** RECORDS SHOWN follows **

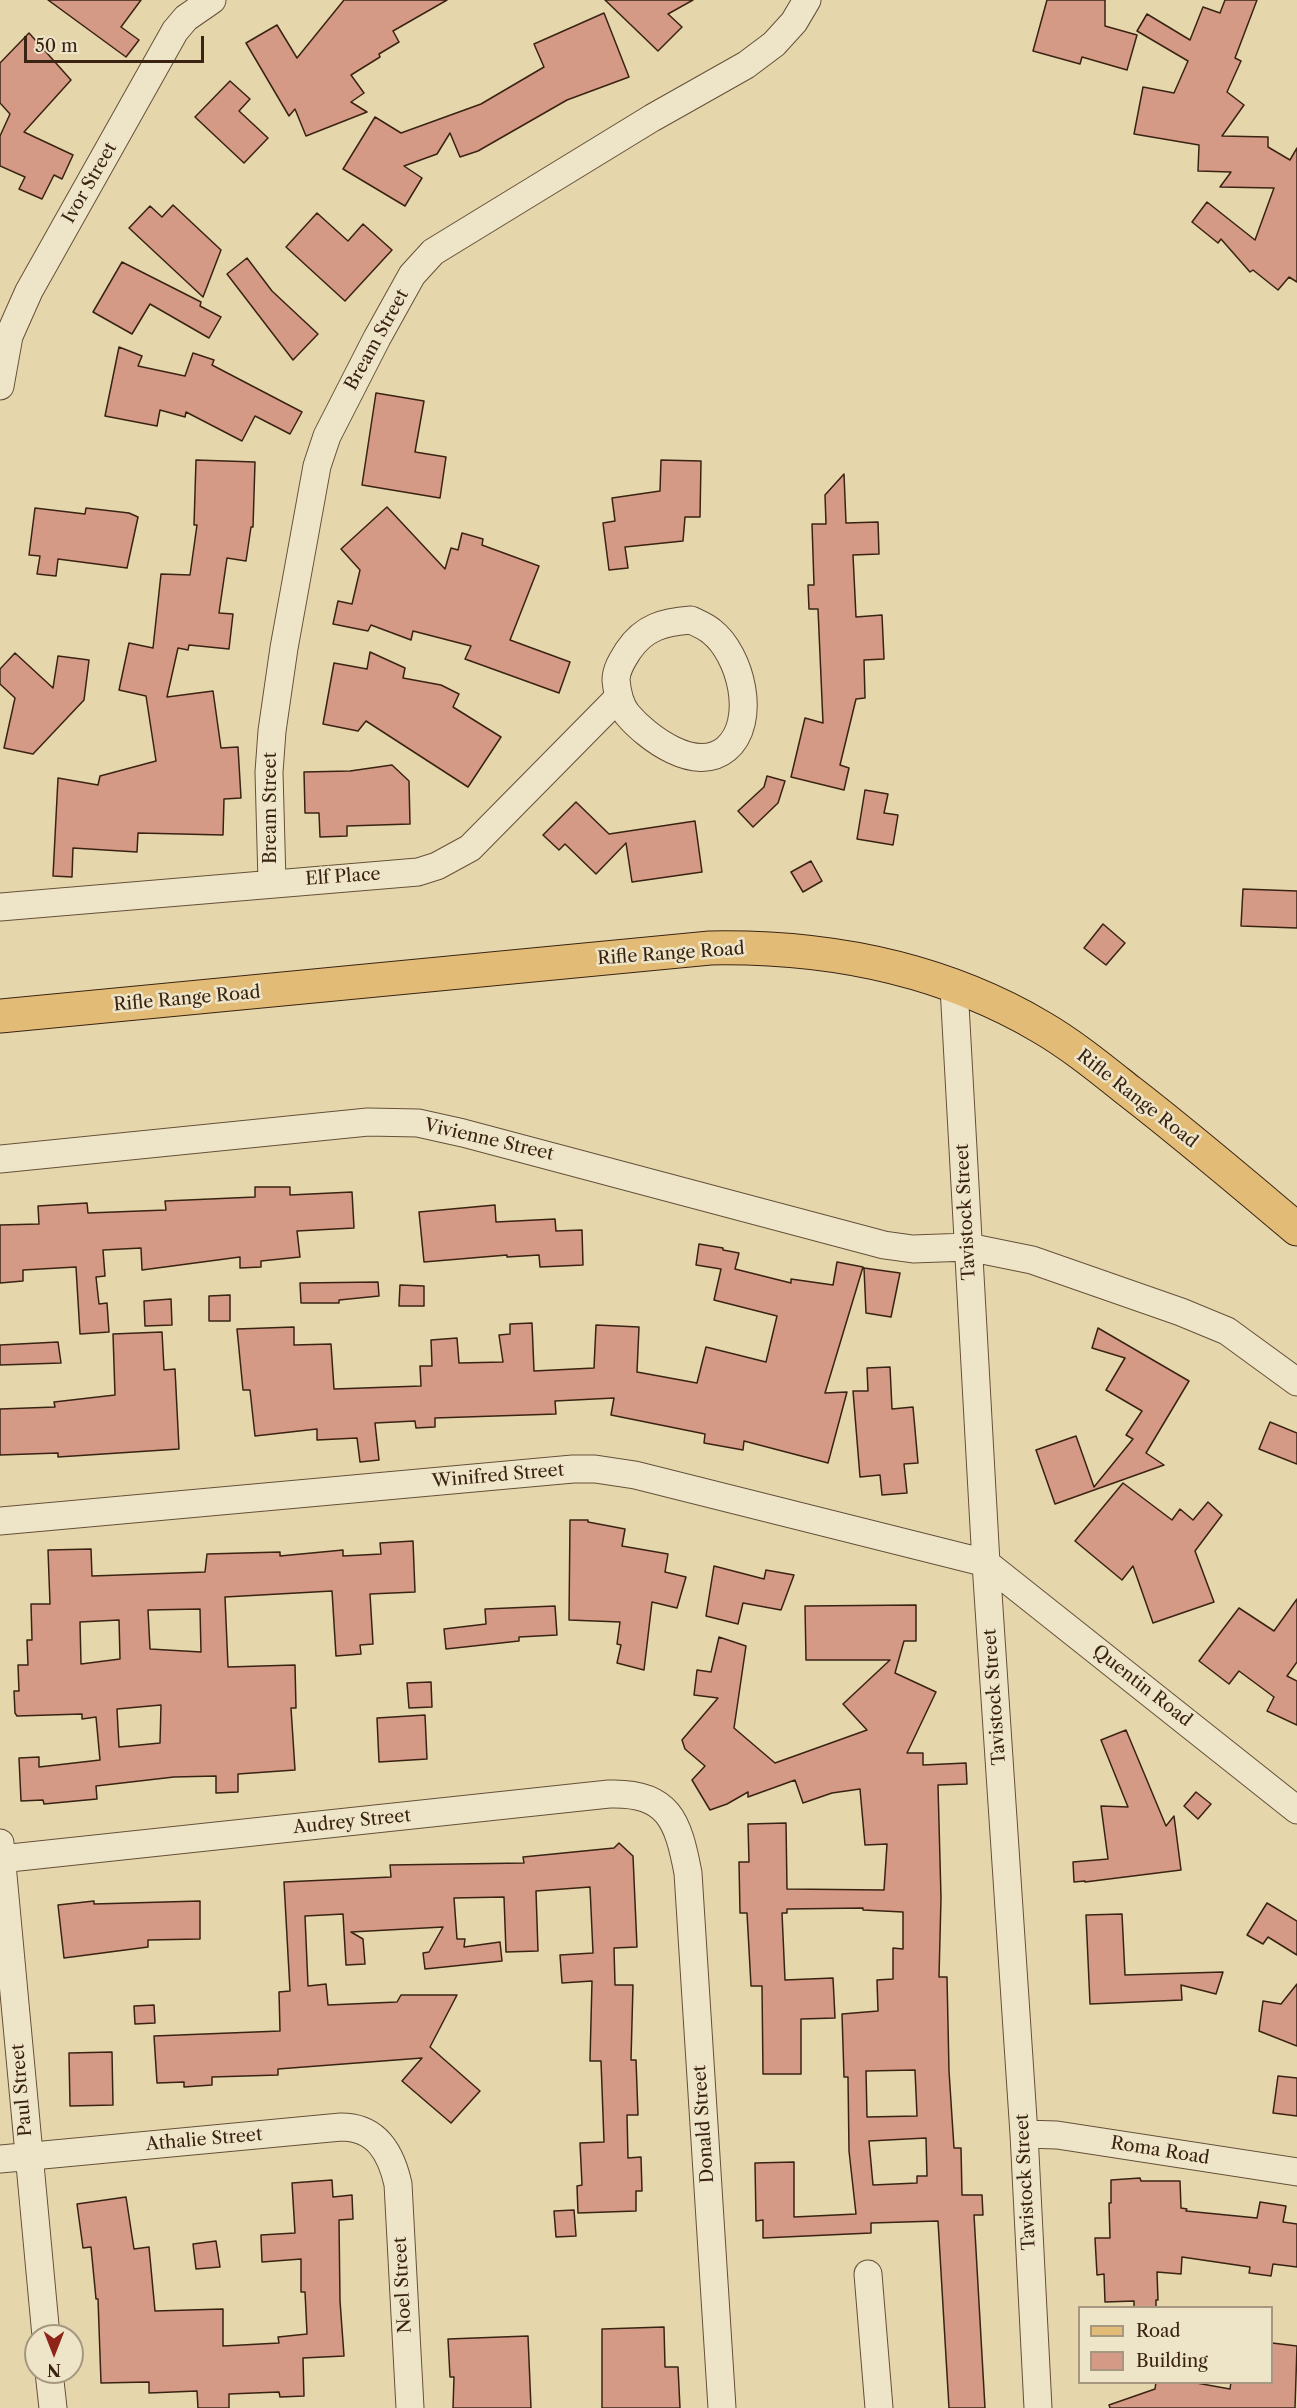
<!DOCTYPE html>
<style>
body{margin:0}
#map{position:relative;width:1297px;height:2408px;overflow:hidden;background:#e5d7ab;font-family:"Libre Caslon Text",serif}
canvas{display:block}
.legend{position:absolute;left:1078px;top:2306px;width:195px;height:78px;box-sizing:border-box;background:#eee5c8;border:2px solid #a69780;margin:0;padding:8px 10px;list-style:none;font-size:18px;color:#3a2313}
.legend li{display:flex;align-items:center;gap:12px;height:30px}
.legend b{width:30px;border:2px solid #a69780}
.north{position:absolute;left:24px;top:2324px;width:60px;height:60px;box-sizing:border-box;background:#eee5c8;border:2px solid #a69780;border-radius:50%;rotate:180deg;font-size:16px;font-weight:700;line-height:24px;text-align:center;color:#3a2313}
.north::after{content:'';display:block;margin:auto;width:21px;height:27px;background:#8f2418;clip-path:polygon(50% 0,100% 100%,50% 72%,0 100%)}
.scale{position:absolute;left:24px;top:36px;width:180px;height:27px;box-sizing:border-box;border:3px solid #3a2313;border-top:0;padding-left:8px;font-size:18px;line-height:21px;white-space:nowrap;color:#3a2313;-webkit-text-stroke:4px #eee5c8;paint-order:stroke}
</style>
<div id="map">
<canvas width="1297" height="2408"></canvas>
<ul class="legend">
<li><b style="height:8px;background:#e2bc76"></b>Road</li>
<li><b style="height:16px;background:#d59a85"></b>Building</li>
</ul>
<div class="north">N</div>
<div class="scale">50 m</div>
</div>
<script>
const ctx = document.querySelector('canvas').getContext('2d');
ctx.lineJoin = 'round';
function paint(path, color) { ctx.fillStyle = color; ctx.fill(path, 'evenodd'); }
function stroke(path, color, width, dash) { ctx.strokeStyle = color; ctx.lineWidth = width; ctx.lineCap = dash ? 'butt' : 'round'; ctx.setLineDash(dash || []); ctx.stroke(path); }
function label(font, color, halo, rows, align = 'center') {
  ctx.font = font + ' "Libre Caslon Text",serif'; ctx.lineWidth = 5; ctx.setLineDash([]); ctx.textBaseline = 'middle'; ctx.strokeStyle = halo; ctx.fillStyle = color; for (const [text, x, y, turn = 0] of rows) {
    ctx.save(); ctx.translate(x, y); ctx.rotate((+turn || 0) * Math.PI / 180); ctx.textAlign = isNaN(turn) ? turn : align; if (halo) ctx.strokeText(text, 0, 0); ctx.fillText(text, 0, 0); ctx.restore();
  }
}
const building = new Path2D(`
 M48 0H141L121 27 139 40 126 57Z
 M344 0H447L393 31 399 42 379 54 380 57 351 75 364 93 351 102 367 112 306 136 295 109 289 116 246 43 277 25 297 58Z
 M605 0H693L668 14 682 27 658 51Z
 M1047 0H1105V26L1137 35 1127 70 1082 57 1080 64 1033 51Z
 M1225 0H1257L1235 58 1241 61 1227 92 1244 105 1222 136 1268 137V147L1290 160 1297 148V282L1289 277 1278 290 1253 270 1250 272 1221 239 1218 243 1192 222 1207 202 1255 240 1274 188 1220 187 1231 172 1198 171 1199 145 1134 134 1143 87 1174 93 1188 61 1137 31 1147 14 1190 40 1203 7 1220 13Z
 M604 13 629 77 567 100 478 151 460 157 450 133 437 154 404 166 422 178 405 206 343 169 375 117 401 133 481 104 544 67 534 44Z
 M29 33 71 80 24 132 73 155 62 179 54 175 42 199 19 189 25 177 0 166V136L10 114 0 103V63Z
 M230 81 250 99 239 111 268 138 244 163 195 117Z
 M173 205 221 250 203 297 129 228 150 206 162 217Z
 M317 213 348 241 363 224 392 250 345 301 286 247Z
 M247 258 272 291 318 334 293 360 227 274Z
 M122 262 201 302 200 306 221 317 209 338 150 304 132 334 93 312Z
 M119 347 142 356 138 366 185 376 193 353 214 360 212 365 302 412 290 434 255 416 242 441 186 412 185 417 160 410 157 426 105 416Z
 M376 393 424 401 415 452 446 457 440 498 362 485Z
 M196 460 255 462 253 527H251L246 561 227 558 219 613 233 614 229 649 189 645 188 650 178 648 167 697 213 691 221 748 238 747 241 798 224 799 223 835 138 833 137 852 73 848 72 877 53 876 58 778 98 785 100 776 156 761 146 696 119 690 129 643 153 648 161 574 190 575 197 525H194Z
 M661 460 701 461 700 517H685L683 541 625 547 628 568 609 570 603 523 615 521 612 498 660 491Z
 M844 474 846 523 878 522 879 554 853 555 856 617 882 615 884 659 864 660 865 698 856 699 840 765 849 768 844 790 791 777 805 718 823 723 818 609H809L808 585H814L812 524H826L825 495Z
 M387 507 445 569 451 548 458 550 462 533 483 539 482 545 539 566 510 640 570 662 559 693 465 659 471 646 413 631 411 640 371 625 368 631 333 624 338 601 352 604 360 570 341 549Z
 M35 508 85 514 86 508 129 513 138 517 127 568 58 559 56 576 37 574 40 556 29 555Z
 M370 652 405 668 403 678 441 685 459 694 453 707 501 737 468 787 366 721 358 731 323 724 334 663 367 669Z
 M15 653 53 688 58 656 89 660 84 700 33 754 4 748 15 698 0 684V669Z
 M392 765 409 781 410 824 347 826V836L320 837 319 813H305L304 772 350 771Z
 M767 776 785 781 778 803 753 827 738 811 764 787Z
 M865 790 888 794 884 813 898 815 893 845 857 839Z
 M576 802 609 834 695 821 702 872 632 882 626 843 596 874 565 844 559 850 543 835Z
 M811 861 822 881 803 892 791 872Z
 M1243 889 1297 891V928L1241 926Z
 M1103 924 1125 943 1106 965 1084 948Z
 M255 1187H290V1195L352 1192 354 1228 297 1231 300 1257 261 1261V1267L240 1268V1257L142 1270 141 1248 103 1250 105 1276 96 1277 99 1304 107 1303 109 1332 80 1334 76 1267 23 1270V1281L0 1283V1225L39 1224 38 1206 87 1203 88 1213 166 1210 165 1201 255 1197Z
 M495 1205 496 1222 555 1219 556 1231 582 1230 583 1265 540 1267 539 1255 507 1257V1255L424 1262 419 1212Z
 M699 1244 723 1248V1250L739 1253 735 1269 791 1283V1279L833 1285 837 1262 863 1267 825 1393 847 1392 828 1463 744 1441 743 1450 704 1443 705 1434 611 1415 614 1398 555 1401 556 1414 435 1418V1427L416 1428 415 1421 375 1423 379 1460 360 1462 357 1438 317 1440V1429L255 1436 250 1390H243L237 1329 294 1327V1345L331 1344 334 1389 421 1386 420 1366H432L431 1340 457 1338 459 1363 503 1362 499 1335 510 1334V1324L532 1323 534 1371 594 1368 596 1325 639 1327 637 1372 697 1383 706 1347 766 1362 777 1316 714 1300 721 1269 696 1265Z
 M864 1268 900 1273 891 1317 866 1313Z
 M378 1282 379 1296 339 1300V1303H301L300 1283Z
 M400 1285 424 1286V1306H399Z
 M230 1295V1321H209V1296Z
 M171 1299 172 1325 145 1326 144 1301Z
 M1098 1328 1189 1381 1146 1453 1164 1465 1055 1504 1036 1450 1076 1436 1094 1487 1133 1439 1126 1435 1142 1411 1106 1390 1125 1358 1092 1348Z
 M162 1332 164 1370 175 1369 179 1449 58 1457V1453L0 1455V1409L55 1407 54 1402 115 1395 113 1334Z
 M58 1342 61 1363 0 1365V1345Z
 M890 1367 892 1409 913 1407 918 1463 904 1464 907 1493 882 1495 880 1475 860 1477 853 1391H868L867 1368Z
 M1270 1422 1297 1433V1464L1259 1449Z
 M1123 1483 1172 1520 1180 1509 1193 1520 1208 1502 1222 1515 1195 1551 1214 1602 1153 1623 1133 1566 1122 1580 1075 1541Z
 M570 1520H588V1522L625 1529 622 1546 668 1554 665 1572 686 1577 677 1608 652 1602 644 1670 617 1663 621 1645 617 1644 620 1622 569 1620Z
 M413 1541 415 1592 370 1594 373 1644 360 1645 361 1654 336 1656 332 1591 225 1597 228 1667 295 1665 296 1708H291L295 1770 238 1774V1792L216 1793V1776L174 1777 96 1786 97 1799 44 1804 43 1800 21 1801 19 1758 39 1757V1767L100 1760 96 1717 82 1719V1714L17 1716 15 1713 14 1691H19L18 1665H28L27 1640H32L31 1604H50L48 1550 91 1549 92 1576 205 1572 207 1554 280 1552V1556L343 1550V1556L381 1554 380 1543ZM200 1609 201 1652 150 1649 148 1610ZM119 1620 120 1659 81 1664 80 1622ZM161 1705 160 1743 119 1747 117 1709Z
 M714 1566 764 1579 766 1570 794 1575 781 1610 743 1603 738 1624 706 1616Z
 M1297 1599V1662L1287 1676 1297 1681V1725L1267 1711 1274 1697 1239 1671 1229 1684 1199 1661 1239 1608 1274 1631Z
 M916 1605V1641H904L895 1673 936 1692 907 1753H923V1765L966 1763 967 1784 938 1785 941 1898 939 1977H947L949 2071 954 2148H961L962 2195H982L983 2215H974L985 2408H949L938 2221 871 2223V2233L763 2238V2220L756 2221 755 2163 794 2162V2217L856 2214 849 2151 848 2077H844L842 2014 878 2011 877 1980 893 1979V1948L903 1949V1912L863 1910V1908L787 1909V1913H782L785 1980 833 1978 835 2018 801 2019V2074H763L762 1986H751L747 1913H740L739 1862H749L748 1824 786 1823 787 1889 884 1890 887 1844 865 1845 860 1789 832 1793 803 1803 795 1780 748 1797V1792L727 1804 710 1810 692 1780 705 1766 685 1749 682 1740 718 1698 694 1695 697 1670 711 1672 719 1637 746 1646 734 1728 775 1763 867 1730 843 1704 890 1660H806L805 1606ZM915 2070 917 2116 867 2117 866 2071ZM926 2138 927 2176H917V2183L873 2185 869 2141Z
 M555 1606 557 1635 519 1637V1641L446 1649 444 1629 486 1624 485 1609Z
 M431 1682 432 1707 409 1708 407 1683Z
 M425 1715 427 1759 379 1762 377 1718Z
 M1126 1730 1166 1826 1174 1816 1181 1870 1085 1882V1881L1074 1882 1073 1862 1108 1859 1101 1806 1128 1807 1101 1740Z
 M1196 1792 1211 1804 1198 1819 1184 1806Z
 M619 1843 633 1856 637 1947 614 1948 615 1985H633L631 2060H636L638 2115H627L628 2158 641 2157 642 2191H636V2211L578 2213 577 2186 582 2185 580 2143 604 2142 601 2061H590L592 1981 562 1983 560 1955 593 1953 590 1887 536 1891 538 1951 506 1952 504 1897 454 1898 457 1939H465L464 1947 500 1942 502 1961 425 1969 423 1953 429 1952 443 1927 351 1932 363 1939 365 1964 346 1965 343 1914 305 1916 308 1986 326 1984 328 2005 397 2002 401 1995H457L430 2047 480 2091 451 2123 402 2081 422 2058 278 2069V2075L212 2077V2085L184 2087V2082L157 2083 154 2036 280 2031 279 1992 290 1991 284 1882 391 1877 390 1865 524 1863 523 1857 614 1848Z
 M94 1901V1904L200 1901V1939L148 1940V1947L64 1958 58 1905Z
 M1267 1903 1297 1921V1955L1268 1937 1263 1944 1247 1935Z
 M1122 1914 1125 1975 1223 1972 1216 1994 1181 1985 1182 2000 1090 2004 1086 1915Z
 M1297 1984V2046L1259 2031 1263 2001 1281 2004Z
 M154 2005 155 2023 135 2024 134 2006Z
 M112 2052 113 2105 70 2106 69 2053Z
 M1278 2076 1297 2078V2116L1273 2113Z
 M1140 2178 1141 2181H1180L1181 2208 1187 2209 1186 2211 1257 2218 1260 2202 1286 2206 1283 2222 1297 2224V2267L1273 2264 1271 2276 1249 2273 1250 2267 1182 2257 1181 2274 1157 2272 1158 2300H1156V2307H1134V2301L1105 2302 1104 2274 1097 2275 1095 2238H1110L1109 2203H1111V2180Z
 M332 2180 333 2197 352 2195 353 2219 339 2220 340 2301 344 2356 303 2358 304 2396 280 2397 279 2392 229 2394V2408H198L197 2391 149 2393V2382L101 2383 98 2299H96L91 2247 83 2248 77 2204 126 2197 134 2249 149 2247 155 2311 223 2309V2346L279 2343 278 2337 307 2334 305 2292H301V2259L262 2262 261 2235 295 2233 292 2183Z
 M574 2210 576 2236 556 2237 554 2211Z
 M216 2241 220 2267 196 2269 193 2244Z
 M664 2327 665 2367H678L680 2408H602V2329Z
 M528 2336 531 2408H453L454 2377H450L448 2339Z
 M1272 2343 1297 2346 1295 2408H1110L1109 2405 1155 2389 1156 2382H1191L1230 2389 1231 2382H1272Z`);
paint(building, '#d59a85');
stroke(building, '#3a2313', 1.5);
const minor = new Path2D(`
 M0 386 9 336 29 291 175 31 186 18 212 0
 M691 620C697 623 705 626 711 631 741 654 758 722 726 749 696 774 647 738 627 714 620 705 617 691 616 680 616 669 623 659 628 651 644 627 664 622 691 620Z
 M272 882 269 772 272 731 284 648 317 466 327 436 377 338 412 275 433 252 652 118 746 65 774 44 794 22 807 0
 M0 907 418 872 437 866 470 848 619 697
 M954 987 986 1563 1024 2134 1038 2408
 M0 1159 368 1122 418 1123 463 1133 884 1245 913 1249 968 1247 1032 1260 1181 1312 1227 1331 1297 1382
 M0 1521 573 1469H595L635 1475 986 1563 1297 1810
 M0 1843 46 2336
 M0 1859 609 1794C669 1792 678 1821 688 1873L722 2408
 M1024 2134 1057 2135 1297 2172
 M0 2159 341 2127C377 2127 391 2153 398 2184L410 2408
 M868 2274 879 2408
 M49 2372 53 2408`);
const major = new Path2D(`
 M0 1016 710 948C826 946 939 967 1041 1027 1072 1045 1100 1068 1129 1091 1186 1135 1241 1182 1297 1229`);
stroke(minor, '#655039', 29);
stroke(major, '#3a2313', 35);
stroke(minor, '#eee5c8', 27);
stroke(major, '#e2bc76', 33);
label('18px', '#3a2313', '#eee5c8', [
 ["Ivor Street",90,183,-60],
 ["Bream Street",377,340,-61],
 ["Bream Street",271,808,-90],
 ["Elf Place",343,877,-4],
 ["Rifle Range Road",671,954,-4],
 ["Rifle Range Road",187,999,-5],
 ["Rifle Range Road",1137,1099,38],
 ["Vivienne Street",489,1140,13],
 ["Tavistock Street",966,1212,-93],
 ["Winifred Street",498,1476,-5],
 ["Quentin Road",1142,1686,38],
 ["Tavistock Street",995,1697,-94],
 ["Audrey Street",352,1822,-6],
 ["Paul Street",22,2090,-95],
 ["Donald Street",704,2124,-94],
 ["Athalie Street",204,2140,-5],
 ["Roma Road",1160,2151,9],
 ["Tavistock Street",1026,2182,-93],
 ["Noel Street",403,2285,-93]
]);
</script>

** End of RECORDS SHOWN **

HOW TO COMPLETE THIS TASK: From the entries above, extract only the lines running from the one containing "M890 1367 892" through the one containing "M1297 1599V1662L1287 1676", inclusive.

FINISHED EXERCISE:
 M890 1367 892 1409 913 1407 918 1463 904 1464 907 1493 882 1495 880 1475 860 1477 853 1391H868L867 1368Z
 M1270 1422 1297 1433V1464L1259 1449Z
 M1123 1483 1172 1520 1180 1509 1193 1520 1208 1502 1222 1515 1195 1551 1214 1602 1153 1623 1133 1566 1122 1580 1075 1541Z
 M570 1520H588V1522L625 1529 622 1546 668 1554 665 1572 686 1577 677 1608 652 1602 644 1670 617 1663 621 1645 617 1644 620 1622 569 1620Z
 M413 1541 415 1592 370 1594 373 1644 360 1645 361 1654 336 1656 332 1591 225 1597 228 1667 295 1665 296 1708H291L295 1770 238 1774V1792L216 1793V1776L174 1777 96 1786 97 1799 44 1804 43 1800 21 1801 19 1758 39 1757V1767L100 1760 96 1717 82 1719V1714L17 1716 15 1713 14 1691H19L18 1665H28L27 1640H32L31 1604H50L48 1550 91 1549 92 1576 205 1572 207 1554 280 1552V1556L343 1550V1556L381 1554 380 1543ZM200 1609 201 1652 150 1649 148 1610ZM119 1620 120 1659 81 1664 80 1622ZM161 1705 160 1743 119 1747 117 1709Z
 M714 1566 764 1579 766 1570 794 1575 781 1610 743 1603 738 1624 706 1616Z
 M1297 1599V1662L1287 1676 1297 1681V1725L1267 1711 1274 1697 1239 1671 1229 1684 1199 1661 1239 1608 1274 1631Z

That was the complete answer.